The sports clothing and footwear company Adidas has recently been publicising its decision to build a new factory in Germany making running shoes. The 4,600 sq m “SPEEDFACTORY” facility in the Bavarian town of Ansbach is characterised by a high degree of automation. Outsourced to specialist engineering manufacturer, Oechsler Motion GmbH, it is scheduled to open in 2017 to be followed some time later by a factory in the US, with the long-term vision being such factories in all “major markets”. The projected output volume appears modest, at a few million shoes a year for a company making around 300m pairs a year.
Of course highly automated assembly plants are not new, but clothing manufacturers have been slow in adopting the technology. Aside from the ease with which shoe and clothing production can be moved to very cheap locations in Asia and elsewhere, making shoes with robots has up until now been tricky.

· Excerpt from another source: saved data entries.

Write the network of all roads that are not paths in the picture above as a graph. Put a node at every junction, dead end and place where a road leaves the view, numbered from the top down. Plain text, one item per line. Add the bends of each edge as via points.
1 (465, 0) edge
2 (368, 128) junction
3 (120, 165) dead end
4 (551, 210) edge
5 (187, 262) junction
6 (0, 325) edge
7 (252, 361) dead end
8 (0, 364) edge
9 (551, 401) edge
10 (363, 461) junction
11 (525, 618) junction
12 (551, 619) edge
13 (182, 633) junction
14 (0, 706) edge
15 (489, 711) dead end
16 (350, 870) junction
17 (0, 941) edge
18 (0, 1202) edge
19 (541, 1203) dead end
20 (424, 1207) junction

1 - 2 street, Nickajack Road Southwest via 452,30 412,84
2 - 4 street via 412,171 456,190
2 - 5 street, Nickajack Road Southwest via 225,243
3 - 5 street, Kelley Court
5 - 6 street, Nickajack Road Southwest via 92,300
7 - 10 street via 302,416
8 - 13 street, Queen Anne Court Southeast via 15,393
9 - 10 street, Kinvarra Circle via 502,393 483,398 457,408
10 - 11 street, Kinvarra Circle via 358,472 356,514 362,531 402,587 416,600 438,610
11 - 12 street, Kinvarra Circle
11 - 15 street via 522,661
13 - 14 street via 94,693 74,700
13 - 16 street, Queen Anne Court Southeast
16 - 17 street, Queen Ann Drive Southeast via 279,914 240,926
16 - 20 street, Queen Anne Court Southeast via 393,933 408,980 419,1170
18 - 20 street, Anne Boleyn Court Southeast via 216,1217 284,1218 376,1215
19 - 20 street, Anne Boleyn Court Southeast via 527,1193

Handling thin materials was difficult for machines, but now greater dexterity is underpinned by greater digital processing power.
A further major problem in managing highly automated plants in the clothing sector is its volatility of demand, making consistently high utilisation of fixed assets difficult. This might raise the question why Adidas is embarking on such a project. Possibly the increasing cost of production in China may have prompted the company to start exploring its options for a future when low cost locations are not so plentiful, although there are still numerous alternatives to China in places such as Bangladesh or South East Asia.
Superficially the main implication of such production facilities for logistics service providers is their location in developed markets. If such capabilities become attractive in the medium term it may have some implications for the pattern of freight transport demand, with staple products such as mass-produced shoes and clothing no longer sourced almost exclusively out of East Asia.
More profoundly, it illustrates that the nature of production is changing, with high levels of automation spreading into new areas of the economy. This will result in a demand for new types of logistics services, possibly pivoting around inventory management. Highly automated assembly facilities are less flexible and harder to schedule than those running on low-cost labour and therefore they demand more responsive logistics management. The implication is that that the demands from the clothing sector for more sophisticated logistics management systems may increase.